Las empresas globales hacen más que simplemente proporcionar financiamiento para los intereses de los agronegocios en Brasil. Considere la firma de inversiones con sede en EE. UU. Blackstone (que no debe confundirse con BlackRock), propiedad de un mega donante tanto del líder de la mayoría del Senado, Mitch McConnell, como del presidente Donald Trump. De acuerdo a El interceptoRyan Grim, Blackstone ha sido una fuerza importante detrás de grandes proyectos de infraestructura y agronegocios en Brasil, incluida una carretera controvertida y un puerto importante, todo en áreas de ex selvas tropicales y todo para expandir los mercados de exportación de agronegocios. “Blackstone también ha lanzado dos fondos dedicados a comprando tierras de cultivo en Brasil y otros países de América del Sur ", Siniestro declaró en su boletín.

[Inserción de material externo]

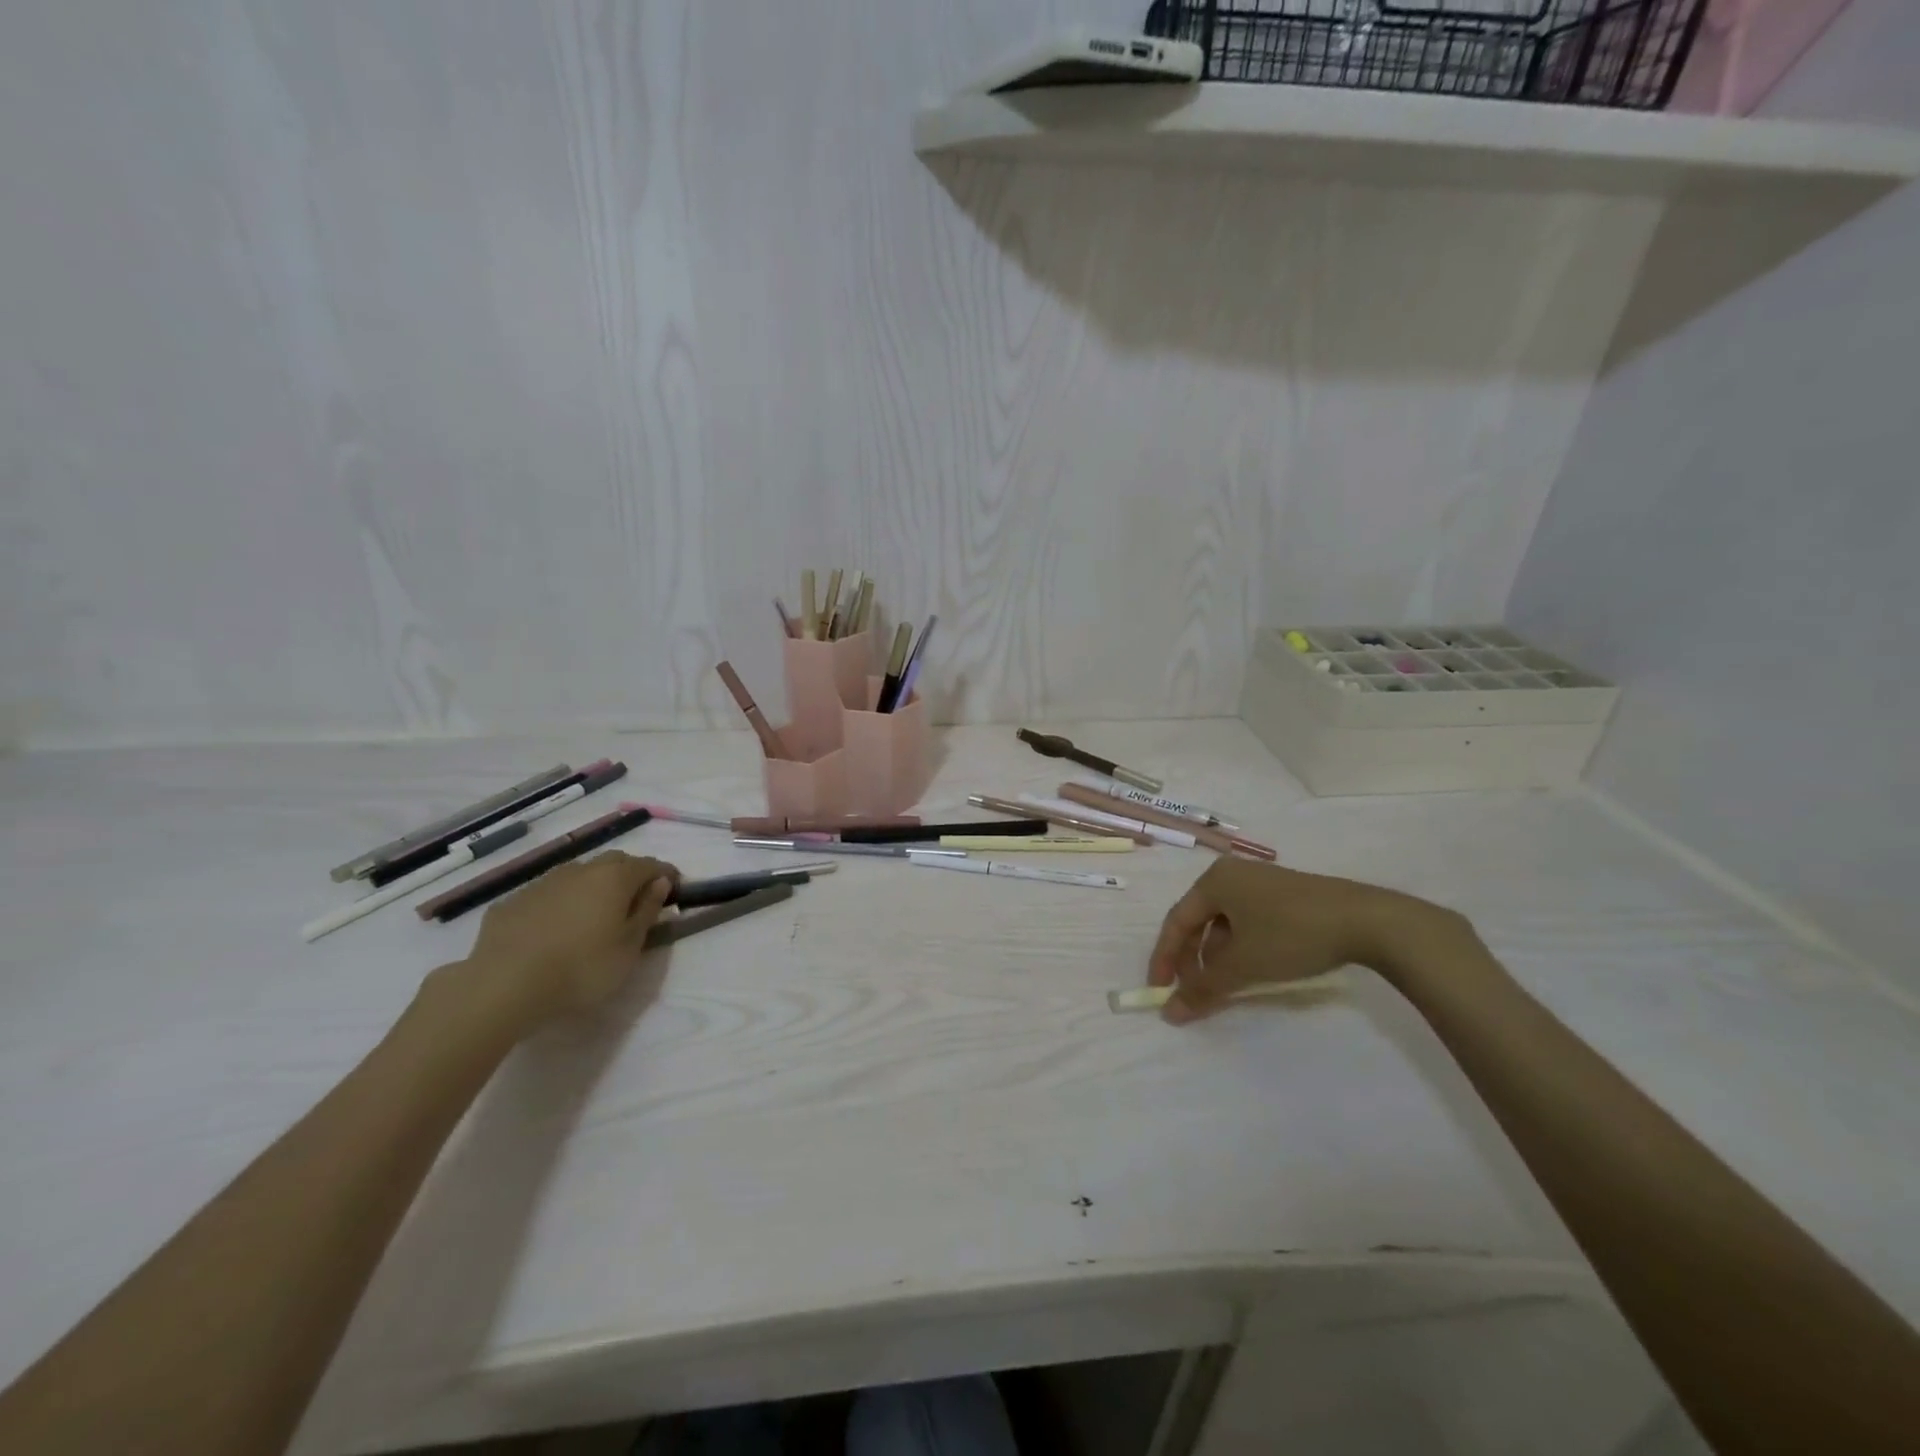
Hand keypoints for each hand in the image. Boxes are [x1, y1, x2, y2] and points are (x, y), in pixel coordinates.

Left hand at [456, 852, 680, 1030]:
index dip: (666, 874)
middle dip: (630, 874)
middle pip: (614, 862)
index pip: (650, 865)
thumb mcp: (628, 948)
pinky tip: (555, 927)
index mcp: (615, 878)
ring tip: (595, 913)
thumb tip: (659, 884)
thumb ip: (647, 911)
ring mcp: (543, 883)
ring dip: (593, 886)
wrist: (502, 986)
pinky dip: (561, 903)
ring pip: (579, 875)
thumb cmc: (581, 969)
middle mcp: (581, 871)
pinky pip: (548, 894)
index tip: (675, 887)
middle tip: (637, 899)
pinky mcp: (513, 902)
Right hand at [1148, 860, 1457, 1024]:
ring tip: (1225, 986)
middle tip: (1193, 991)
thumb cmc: (1292, 934)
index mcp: (1214, 881)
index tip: (1160, 991)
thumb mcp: (1243, 965)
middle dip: (1192, 959)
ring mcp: (1261, 883)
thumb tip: (1169, 1012)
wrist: (1366, 920)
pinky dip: (1241, 947)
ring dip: (1217, 956)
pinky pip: (1248, 921)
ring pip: (1224, 923)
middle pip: (1198, 920)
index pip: (1176, 921)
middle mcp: (1232, 875)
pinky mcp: (1285, 895)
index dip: (1164, 958)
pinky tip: (1254, 968)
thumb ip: (1203, 989)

Y, sin embargo, Blackstone ha tratado de mostrarse consciente del clima, emitiendo una declaración a El intercepto que decía, en parte, "Blackstone está comprometido con la administración ambiental responsable". De manera similar, a principios de este año, el director ejecutivo de BlackRock, Larry Fink, instó a sus compañeros ejecutivos a pensar más allá de la línea de fondo. "Las empresas deben demostrar su compromiso con los países, regiones y comunidades donde operan", escribió Fink, "Particularmente en cuestiones fundamentales para la prosperidad futura del mundo". Mientras tanto, Fink tiene exultante las “oportunidades significativas” para los inversores en Brasil. Y luego de la elección de Bolsonaro, anunció la expansión de las operaciones de BlackRock en el país. (Tenga en cuenta que este es un régimen que ha celebrado dictadura militar de dos décadas del país, ha llamado a los defensores de la tierra "terroristas, ”Y lamentó las protecciones ecológicas de la tierra que“obstaculizar el desarrollo").

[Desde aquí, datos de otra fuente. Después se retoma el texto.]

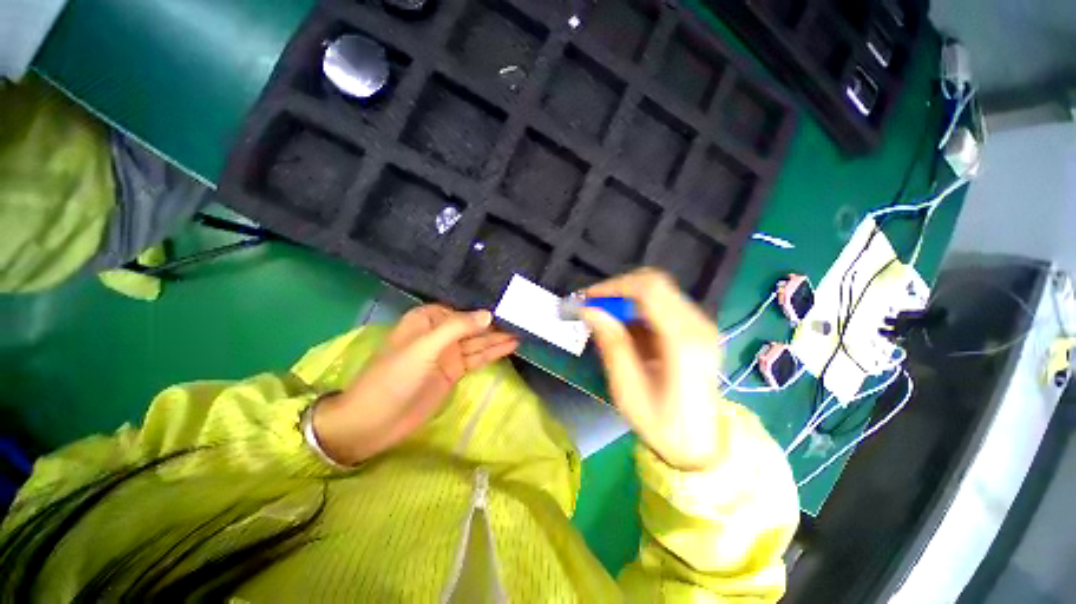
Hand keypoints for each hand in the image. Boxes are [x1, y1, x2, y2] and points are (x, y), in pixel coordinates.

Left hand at [313, 305, 518, 465]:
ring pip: (478, 342)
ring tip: (523, 332)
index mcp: (427, 319)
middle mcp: (440, 333)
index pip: (462, 309)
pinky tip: (510, 346)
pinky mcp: (454, 371)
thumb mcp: (424, 347)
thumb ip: (457, 328)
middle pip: (472, 325)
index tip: (509, 305)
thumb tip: (488, 314)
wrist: (375, 421)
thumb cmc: (394, 377)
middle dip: (495, 324)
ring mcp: (448, 353)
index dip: (484, 308)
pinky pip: (477, 358)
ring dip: (498, 338)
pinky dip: (493, 353)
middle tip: (523, 319)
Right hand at [580, 268, 723, 470]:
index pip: (648, 290)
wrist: (700, 445)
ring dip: (627, 298)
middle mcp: (699, 325)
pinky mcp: (698, 329)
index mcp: (684, 342)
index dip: (613, 287)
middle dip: (618, 289)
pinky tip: (625, 327)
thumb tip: (589, 309)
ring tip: (604, 318)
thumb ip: (611, 343)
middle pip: (655, 283)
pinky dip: (638, 308)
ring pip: (658, 290)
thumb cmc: (661, 423)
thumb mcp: (628, 388)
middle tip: (593, 306)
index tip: (587, 298)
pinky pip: (664, 304)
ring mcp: (702, 325)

Otras empresas que hacen negocios en Brasil se han comprometido públicamente a abordar la deforestación en su abastecimiento, pero informar sobre el terreno plantea preguntas sobre si estos compromisos se están cumpliendo. Cargill, por ejemplo, tiene "comprometido para eliminar la deforestación ”y ADM se ha comprometido a "no deforestar" en sus "cadenas de suministro más críticas". Pero el grupo de defensa Tierra poderosa informó en julio de 2019 que el comercio de Cargill está "estrechamente asociado con la deforestación". Y apenas el año pasado, los gigantes del comercio de cereales Cargill y Bunge fueron multados con millones por comprar soja procedente de tierras que habían sido embargadas por deforestación ilegal en Brasil. "Las malas prácticas comerciales de estos actores líderes envían señales de que sus proveedores pueden seguir violando la ley y seguir siendo recompensados con acceso a los mercados globales", dijo Christian Poirier de Amazon Watch me dijo.

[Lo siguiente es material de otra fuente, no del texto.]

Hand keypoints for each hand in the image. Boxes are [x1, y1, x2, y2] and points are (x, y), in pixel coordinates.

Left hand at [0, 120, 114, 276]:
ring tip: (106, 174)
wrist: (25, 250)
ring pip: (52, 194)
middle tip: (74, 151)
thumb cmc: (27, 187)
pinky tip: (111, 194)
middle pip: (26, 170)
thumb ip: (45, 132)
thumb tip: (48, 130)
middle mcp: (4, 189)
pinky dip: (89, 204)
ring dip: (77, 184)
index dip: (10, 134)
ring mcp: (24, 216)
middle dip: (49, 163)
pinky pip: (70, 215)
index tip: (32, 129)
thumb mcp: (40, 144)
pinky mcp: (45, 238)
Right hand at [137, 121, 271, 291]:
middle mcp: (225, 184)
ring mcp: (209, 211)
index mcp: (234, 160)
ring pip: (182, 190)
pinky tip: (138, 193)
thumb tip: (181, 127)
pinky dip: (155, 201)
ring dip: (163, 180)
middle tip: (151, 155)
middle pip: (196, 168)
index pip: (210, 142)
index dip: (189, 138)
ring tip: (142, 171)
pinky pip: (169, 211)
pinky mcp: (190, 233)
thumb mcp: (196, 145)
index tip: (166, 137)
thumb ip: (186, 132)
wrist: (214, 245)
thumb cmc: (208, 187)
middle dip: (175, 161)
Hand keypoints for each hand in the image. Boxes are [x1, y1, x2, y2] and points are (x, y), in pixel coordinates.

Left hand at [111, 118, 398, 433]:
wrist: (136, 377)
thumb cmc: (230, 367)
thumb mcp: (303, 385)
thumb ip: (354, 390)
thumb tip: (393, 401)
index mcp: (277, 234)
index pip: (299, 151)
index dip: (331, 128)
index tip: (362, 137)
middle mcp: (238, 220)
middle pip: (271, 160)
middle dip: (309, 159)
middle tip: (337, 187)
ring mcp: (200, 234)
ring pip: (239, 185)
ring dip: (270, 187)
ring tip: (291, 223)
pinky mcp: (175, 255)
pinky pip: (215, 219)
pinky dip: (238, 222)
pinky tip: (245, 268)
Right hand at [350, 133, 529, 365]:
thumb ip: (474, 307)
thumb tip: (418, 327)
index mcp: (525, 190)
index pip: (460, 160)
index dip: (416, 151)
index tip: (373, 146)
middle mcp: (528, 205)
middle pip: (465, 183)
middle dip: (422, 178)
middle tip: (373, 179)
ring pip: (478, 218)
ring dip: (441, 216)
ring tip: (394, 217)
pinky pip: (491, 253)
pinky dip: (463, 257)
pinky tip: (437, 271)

Dejé de comer carne de res hace décadas, inspirado por la preocupación por los puntos críticos de biodiversidad y la evidencia de que la carne industrial desperdicia tierras preciosas y otros recursos para cultivar alimentos para el ganado, no para las personas. A medida que la crisis climática empeora, reducir la demanda de carne criada industrialmente es ciertamente crucial. Pero también lo es defender los derechos de los pueblos indígenas que protegen la Amazonía; exponer a las instituciones financieras que se benefician de la destrucción de la selva tropical; y condenando a los funcionarios electos financiados por estas instituciones. La acción y la regulación del consumidor son necesarias para garantizar que las empresas no solo hagan promesas climáticas que suenen agradables, sino que realmente cambien sus prácticas comerciales hacia arriba y hacia abajo en sus cadenas de suministro.